WITHOUT venturing to discuss at present the vexed question of whether tramways should be held by the Lord Provost and Town Council for the good of the city, or be permitted to exist as the property of a private company, we may be allowed to throw into readable shape a few facts in connection with them which may be new to most of our readers.
Tramways are of ancient invention, and have been more or less used in many countries. Of late years they have been largely used for the conveyance of passengers in some of the largest cities of the world, notably in Paris, Copenhagen, Stuttgardt, New York and other American towns of importance. We have statistics showing that in Copenhagen from four to five millions of passengers annually ride more or less in the tramway carriages. The population of Copenhagen is less than the population of Edinburgh.
The great objection to tramways in London was that the rail projected above the street, which interfered greatly with the ordinary street traffic. The kind of rails just referred to were laid down by Mr Train in Birkenhead, but they had to be removed, and be replaced by another kind laid exactly to correspond with the level of the road, the flange of the wheel going into a sunk groove.
The tramway laid down at Birkenhead is now very much used, and Mr Laird, the member of Parliament for that town, said in the House of Commons that “nothing would cause greater annoyance to the inhabitants of Birkenhead than the removal of the tramway.”
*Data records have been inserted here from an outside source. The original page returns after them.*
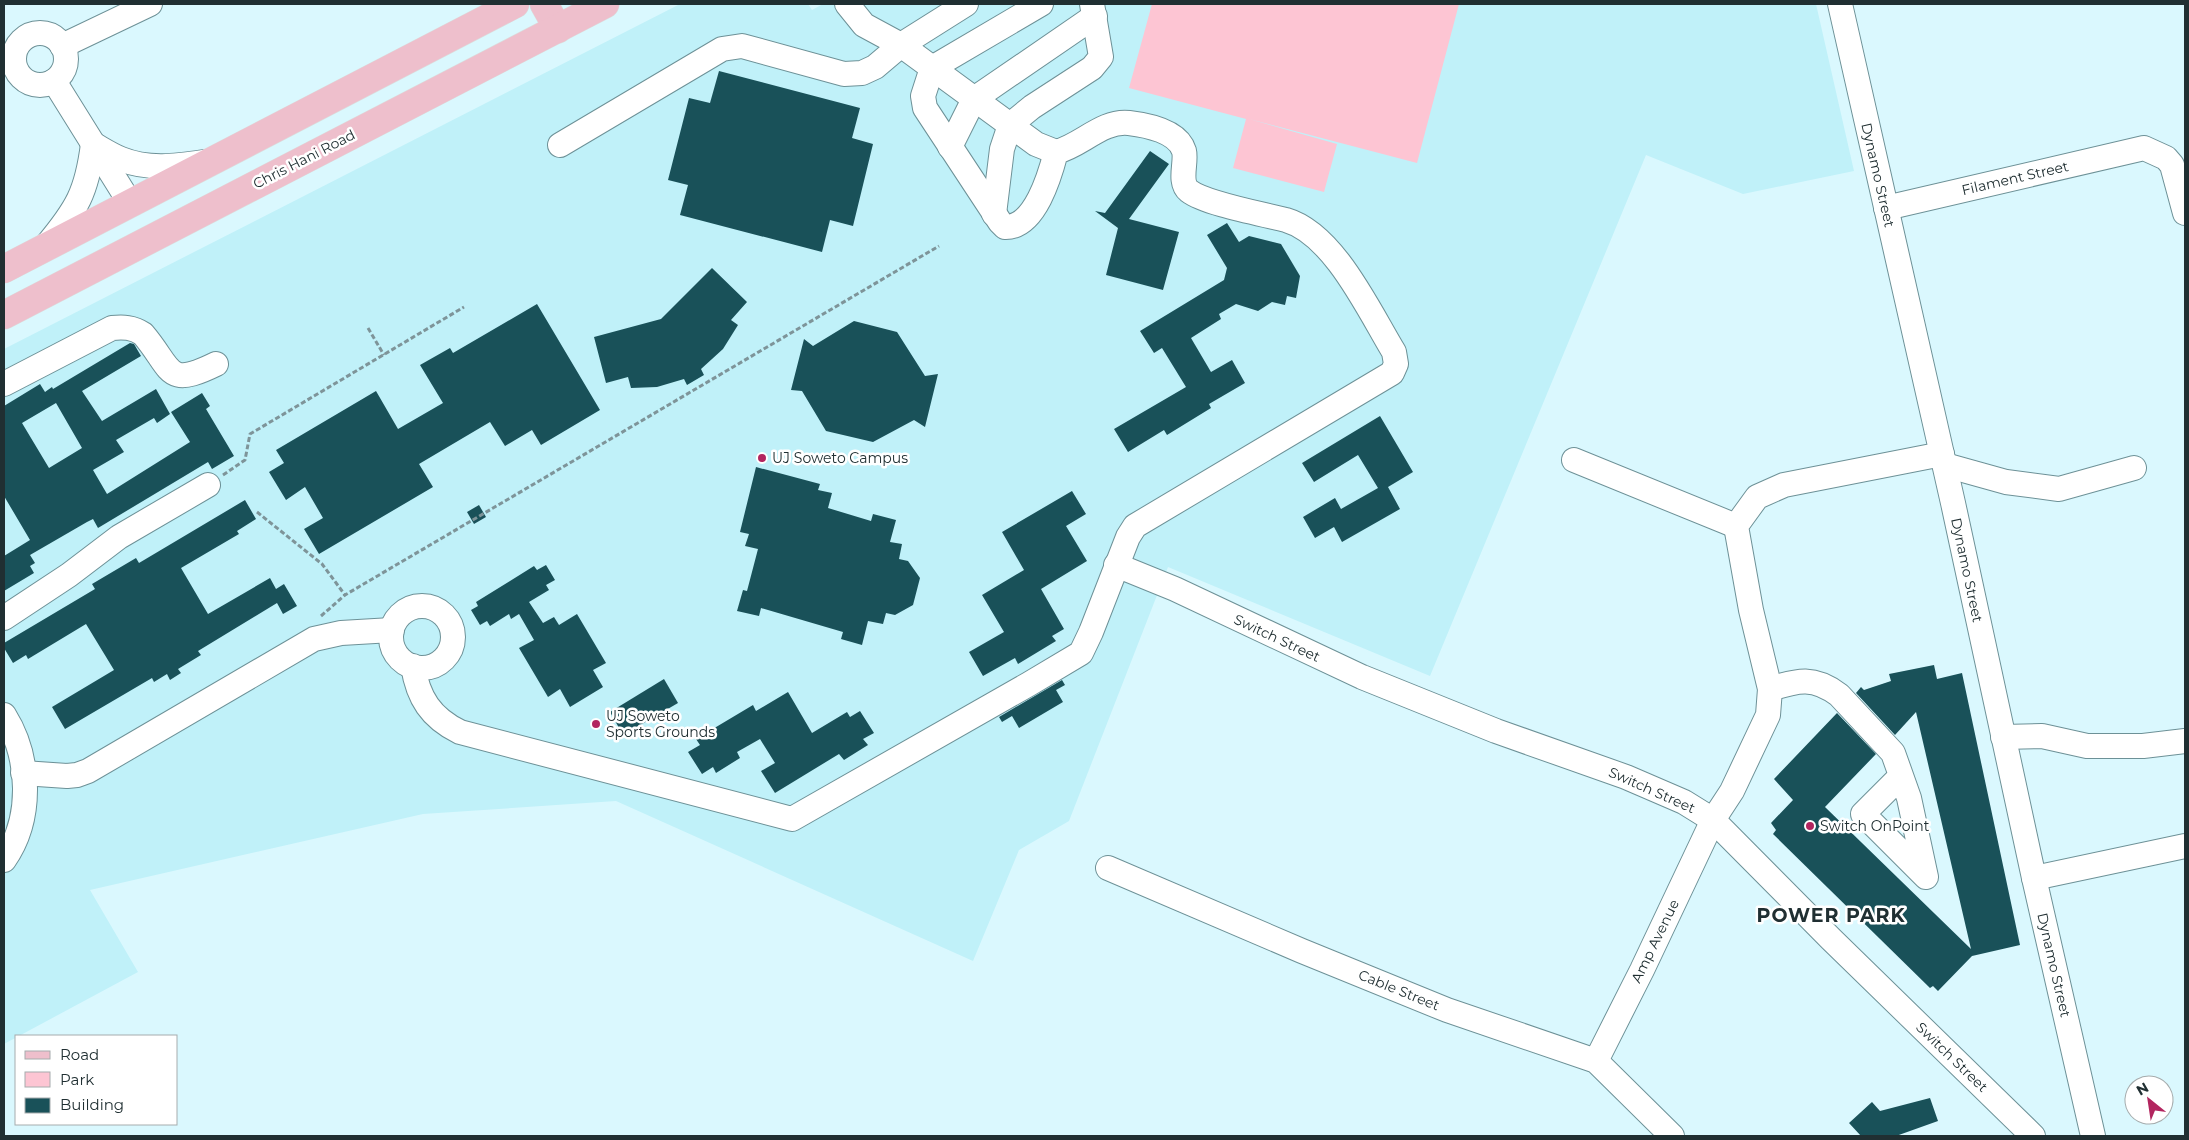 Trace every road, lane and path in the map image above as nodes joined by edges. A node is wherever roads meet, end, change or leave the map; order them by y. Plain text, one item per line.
1 (150, 4) edge
2 (515, 4) edge
3 (544, 4) edge
4 (605, 4) edge
5 (829, 4) edge
6 (847, 4) edge
7 (966, 4) edge
8 (1042, 4) edge
9 (1840, 4) edge
10 (1094, 10) edge
11 (864, 25) junction
12 (558, 29) junction
13 (901, 44) junction
14 (62, 46) junction
15 (932, 68) junction
16 (11, 77) edge
17 (54, 81) junction
18 (974, 99) junction
19 (1010, 125) junction
20 (93, 144) junction
21 (560, 145) dead end
22 (950, 147) junction
23 (1056, 152) junction
24 (213, 160) junction
25 (130, 203) junction
26 (1886, 208) junction
27 (2185, 213) edge
28 (994, 214) junction
29 (939, 246) dead end
30 (43, 248) junction
31 (4, 269) edge
32 (464, 307) dead end
33 (4, 315) edge
34 (368, 328) dead end
35 (384, 355) junction
36 (216, 364) dead end
37 (4, 384) edge
38 (1574, 460) dead end
39 (1944, 460) junction
40 (2134, 468) dead end
41 (208, 485) joint
42 (258, 512) dead end
43 (1736, 526) junction
44 (1116, 565) junction
45 (345, 595) junction
46 (4, 618) edge
47 (315, 622) dead end
48 (392, 630) junction
49 (412, 666) junction
50 (1770, 689) junction
51 (4, 715) edge
52 (2003, 738) junction
53 (2185, 741) edge
54 (23, 773) junction
55 (1901, 776) dead end
56 (1713, 820) junction
57 (2185, 846) edge
58 (4, 860) edge
59 (1108, 868) dead end
60 (2034, 878) junction
61 (1596, 1061) junction
62 (1672, 1136) edge
63 (2033, 1136) edge
64 (2093, 1136) edge

1 - 14 street
2 - 24 main road
3 - 12 main road
4 - 12 main road, Chris Hani Road
5 - 11 street
6 - 11 street
7 - 13 street
8 - 15 street
9 - 26 street, Dynamo Street
10 - 18 street
10 - 19 street
11 - 13 street
12 - 33 main road, Chris Hani Road
13 - 15 street
13 - 21 street
14 - 16 street
14 - 17 street
15 - 18 street
15 - 22 street
16 - 17 street
17 - 20 street
18 - 19 street
18 - 22 street
19 - 23 street
19 - 28 street
20 - 24 street
20 - 25 street
20 - 30 street
22 - 28 street
23 - 28 street
23 - 44 street
24 - 25 main road
25 - 30 main road
26 - 27 street, Filament Street
26 - 39 street, Dynamo Street
29 - 45 path
30 - 31 main road
32 - 35 path
34 - 35 path
35 - 41 path
36 - 37 street
38 - 43 street
39 - 40 street
39 - 43 street
39 - 52 street, Dynamo Street
41 - 46 street
42 - 45 path
43 - 50 street, Amp Avenue
44 - 49 street
44 - 56 street, Switch Street
45 - 47 path
48 - 49 street
48 - 49 street
48 - 54 street
50 - 55 street
50 - 56 street, Amp Avenue
51 - 54 street
52 - 53 street
52 - 60 street, Dynamo Street
54 - 58 street
56 - 61 street, Amp Avenue
56 - 63 street, Switch Street
57 - 60 street
59 - 61 street, Cable Street
60 - 64 street, Dynamo Street
61 - 62 street, Cable Street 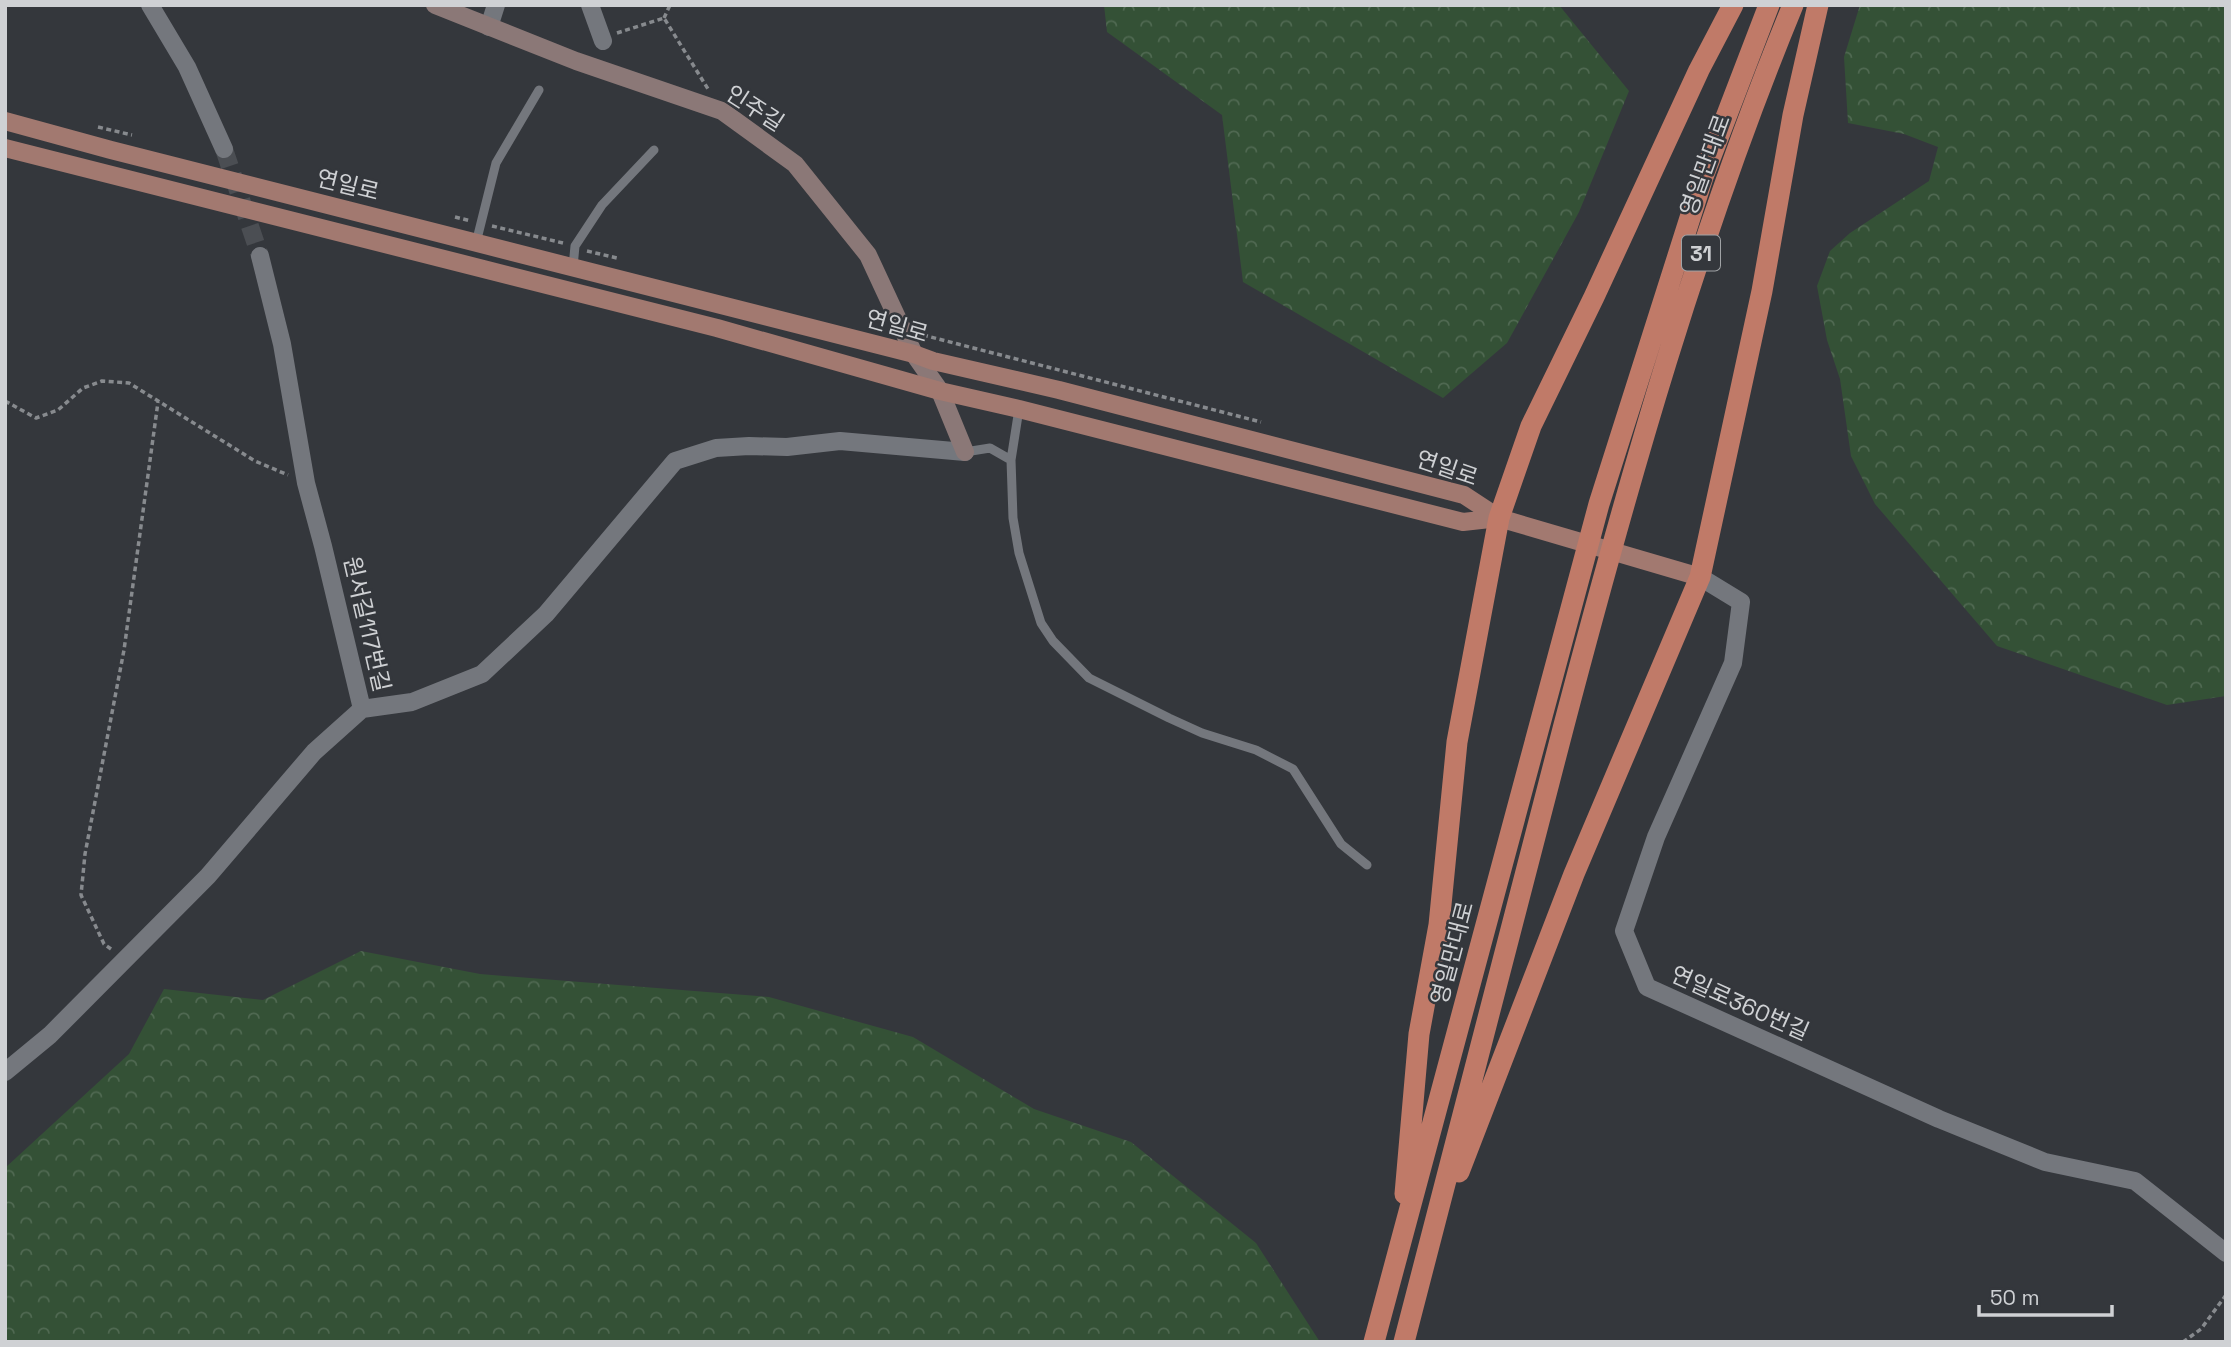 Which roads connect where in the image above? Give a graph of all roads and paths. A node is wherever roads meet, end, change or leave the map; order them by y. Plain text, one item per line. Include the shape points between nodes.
1 (150, 5) edge
2 (435, 5) edge
3 (496, 5) edge
4 (590, 5) edge
5 (670, 5) edge
6 (1733, 5) edge
7 (1769, 5) edge
8 (1793, 5) edge
9 (1818, 5) edge
10 (664, 18) junction
11 (489, 27) junction
12 (603, 41) joint
13 (539, 90) dead end
14 (722, 111) junction
15 (5, 121) edge
16 (5, 148) edge
17 (224, 149) tunnel mouth
18 (654, 150) dead end
19 (477, 243) junction
20 (260, 256) tunnel mouth
21 (573, 267) junction
22 (914, 354) junction
23 (940, 391) junction
24 (5, 401) edge
25 (158, 402) junction
26 (1019, 409) junction
27 (965, 452) junction
28 (1011, 460) junction
29 (306, 484) junction
30 (1499, 518) junction
31 (1700, 577) junction
32 (362, 709) junction
33 (1367, 865) dead end
34 (125, 958) junction
35 (5, 1072) edge
36 (1399, 1252) junction
37 (2226, 1253) edge
38 (1425, 1259) junction
39 (2226, 1295) edge
40 (1374, 1342) edge
41 (1404, 1342) edge
42 (2183, 1342) edge

1 - 17 street via 187,67
2 - 11 street, 인주길
3 - 11 street
4 - 12 street
5 - 10 path
6 - 30 highway via 1531,426
7 - 36 highway, 영일만대로 / 31 via 1703,177 1599,504
8 - 38 highway, 영일만대로 / 31 via 1708,232 1622,506
9 - 31 highway
10 - 12 path
10 - 14 path
11 - 14 street, 인주길
13 - 19 lane via 496,163
14 - 22 street, 인주길 via 795,164 868,255
15 - 19 main road, 연일로
16 - 23 main road, 연일로 via 717,328
18 - 21 lane via 602,205 575,246
19 - 21 main road, 연일로
20 - 29 street, 원서길117번길 via 282,344
21 - 22 main road, 연일로
22 - 23 street, 인주길
22 - 30 main road, 연일로 via 1464,495
23 - 26 main road, 연일로
23 - 27 street, 인주길
24 - 25 path via 36,418 58,410 83,388 102,381 129,383
25 - 29 path via 255,461
25 - 34 path via 124,650 85,854 82,895 104,944
26 - 28 lane
26 - 30 main road, 연일로 via 1463,522
27 - 28 lane via 990,448
27 - 32 street via 840,441 716,448 675,461 546,614 482,674 412,702
28 - 33 lane via 1019,553 1041,622 1053,641 1089,678 1202,733 1256,750 1293,769 1341,845
29 - 32 street, 원서길117번길
30 - 31 main road
30 - 36 highway via 1457,742 1439,925 1419,1034
31 - 37 street, 연일로360번길 via 1741,602 1733,663 1656,838 1624,931 1647,987 2045,1162 2135,1181
31 - 38 highway via 1574,874
32 - 34 street, 원서길117번길 via 314,751 208,876
34 - 35 street, 원서길117번길 via 50,1035
36 - 40 highway, 영일만대로
38 - 41 highway
39 - 42 path via 2202,1329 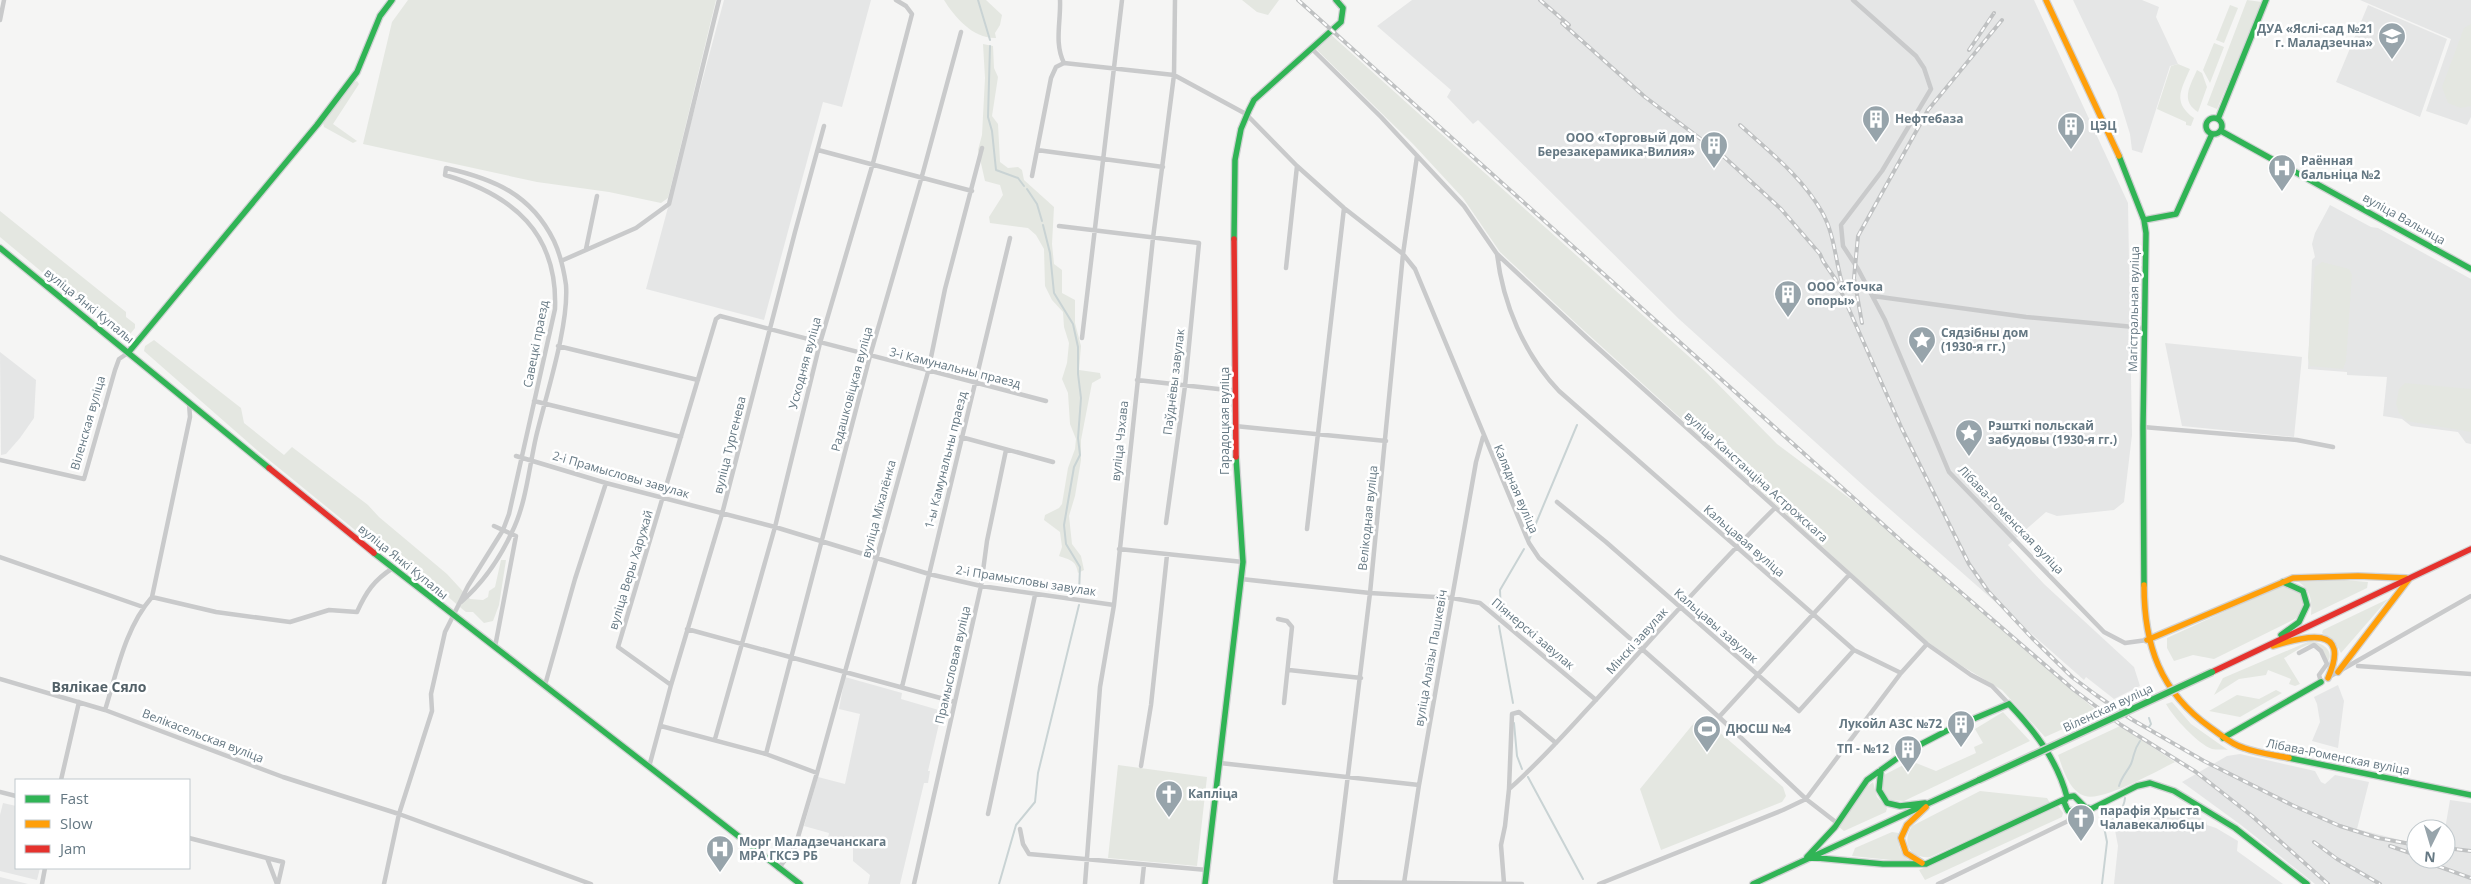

The tramway carriage must run in its own groove; it cannot race in order to pass another carriage, it must steadily pursue its own course, backwards and forwards. Some folks think that tramways would obstruct the traffic, but that is a mistake. New York has a street traffic inferior only to that of London, while the compression at certain points is greater, owing to the narrowness of the peninsular on which that city is built. Yet New York is traversed in all directions by tramways; and in the lower part of that city they pass through streets as narrow, and many of them more inconvenient than any through which it is proposed to carry tramways in London, and yet no obstruction is experienced.
In almost every town in which they have been introduced, more or less objection has been offered to them, but after a trial of the tramways they have so grown in the favour of the public as to become permanent institutions, and have flourished exceedingly.
The tramway carriages will, as a rule, carry more passengers than an omnibus. The model carriages we have seen are large and commodious, luxuriously seated and well-lighted — there is plenty of room between the rows of passengers, and being on a tramway there is not that jostling and inconvenience one experiences in getting seated in the ’bus.
There can be no doubt that sooner or later we shall have them in this city, and there is no city that we know where such lines of haulage will be of greater utility than they will prove in Edinburgh.